Autumn in New England penetrates the air at an ideal rate. Each day the mean temperature drops by roughly one degree, so that by the time mid-October rolls around we are all well acclimated to brisk and rosy-cheek inducing temperatures of around 55˚.  As a person and eater moved by the seasons I call this phase-into-fall period the “hunker down and beef up” time of year.

This is a time when I know my bathing suit has un-reluctantly migrated to the bottom of the drawer and with that so dissipates the upkeep to actually look good in it.  I begin to feel less satisfied by a light salad and summer fruits and veggies during this transition into fall, and conversely begin craving meatier, heartier meals by instinct.

The cold of winter calls for more insulation and thus I won’t deny the temptation to fatten up for a long winters nap (or rather for the coming months of skiing the brutally frigid Northeast mountains).  I find the two best-suited ingredients to achieve such an essential goal are butter and chocolate.



For the Pie Crust:
2 Sticks of butter, very cold or frozen
2 2/3 Cup flour
1 Tablespoon sugar
½ Cup ice water

For the Filling:
4 Seckle pears or 2 Bosch pears
1/8 teaspoon nutmeg
1 Tablespoon flour
2-3 oz quality dark chocolate (I used 70% cacao), broken into small pieces

For the Thyme Mascarpone:
½ Cup Mascarpone
2 Springs of thyme, removed from stem and minced

To make the Crust:  In a food processor combine butter, flour, and sugar.  Pulse until butter is about the size of peas.  Slowly and gradually pour ice water into the mixture while continuing to pulse.  Continue to pulse until the mixture comes together into a ball, or becomes a dough consistency.  Empty dough onto a lightly floured surface.  Handling the dough as little as possible, form two equal-sized disks, cover tightly with plastic wrap and set in the fridge for at least 30 minutes.  Dough can also be saved in the fridge for up to two weeks.
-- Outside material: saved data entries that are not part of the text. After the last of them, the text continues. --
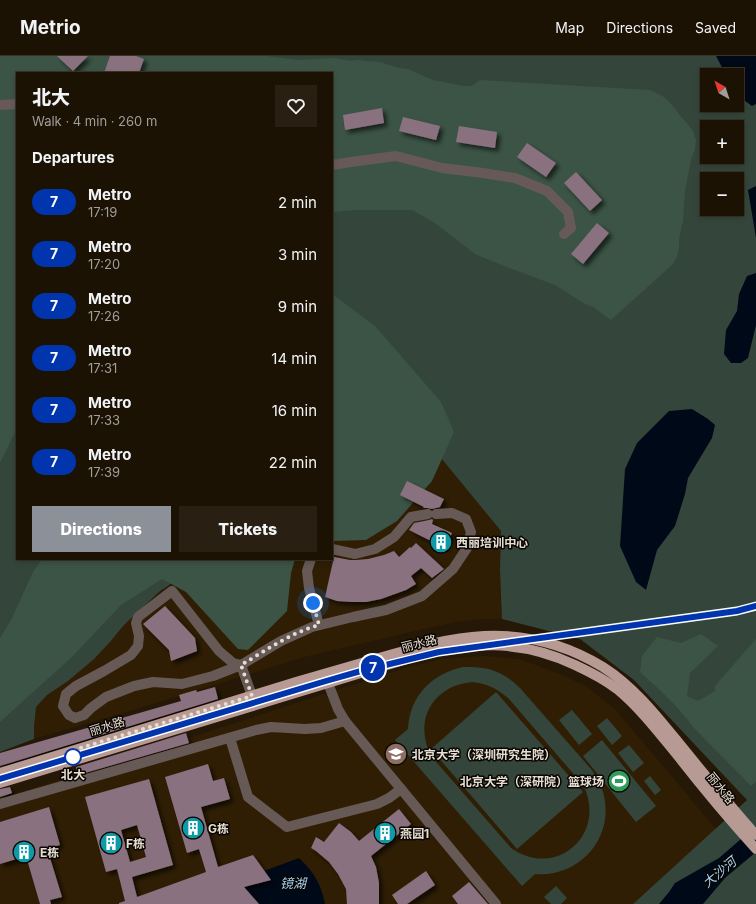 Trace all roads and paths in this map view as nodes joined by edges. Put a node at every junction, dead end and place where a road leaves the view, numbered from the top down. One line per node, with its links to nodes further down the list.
1 (16, 104): 2 (street)
2 (0, 106)
3 (333, 165): 4 (street)
4 (564, 234)
5 (333, 548): 7 (street)
6 (311, 560): 7 (street)
7 (319, 625): 8 (street)
8 (241, 665): 8 (street); 10 (street)
9 (328, 683): 11 (street); 14 (main road, 丽水路); 17 (main road, 丽水路)
10 (252, 696): 13 (main road, 丽水路); 17 (main road, 丽水路)
11 (345, 721): 12 (street); 15 (street)
12 (230, 738): 15 (street); 16 (street)
13 (0, 773)
14 (0, 783)
15 (401, 789): 20 (street)
16 (0, 804)
17 (731, 814): 18 (main road, 丽水路); 19 (main road, 丽水路)
18 (756, 835)
19 (756, 849)
20 (496, 904)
While the dough is cooling, slice the pears into ¾ inch slices, removing core. (I cut the seckle pears into eighths).  Toss in a bowl with nutmeg, flour, and sugar.

Preheat oven to 425˚

Once dough is chilled, place one disk on a lightly floured surface.  Using a rolling pin, roll out dough to 1/8-inch thickness. Using your ramekin as a guide, cut out a circle of dough that is 1 inch larger on all sides than the ramekin’s width.  (I used a 4-inch ramekin, so my circle was 6 inches in width).  Make a slice in the dough from the center to the edge of the circle (this will help you line the ramekin with your dough).  Line the inside of the ramekin with the dough; there should be about 1 inch of dough folding over the lip.

Alternating layers of chocolate and the pear mixture, fill the ramekin until you have used half of the pear mixture.  Cut another circle from the dough large enough to cover the top of your pie.  Place this circle on top of your pear mixture, and seal the edges of the dough by pinching both layers together all the way around the circumference of the pie’s edge.  Make slits on the top of the crust to allow steam to escape.  Repeat this process for your second pie.

Place both pies in the oven and set the timer for 45 minutes.  After 15 minutes, loosely cover the tops of pies with a piece of aluminum foil.  Cook for 5 minutes.  Reduce oven to 375˚.  Bake for the remaining time.  Remove, cool, and serve with thyme mascarpone.

For the Thyme Mascarpone: In a small bowl, stir the minced thyme into the mascarpone until combined.  Refrigerate until use.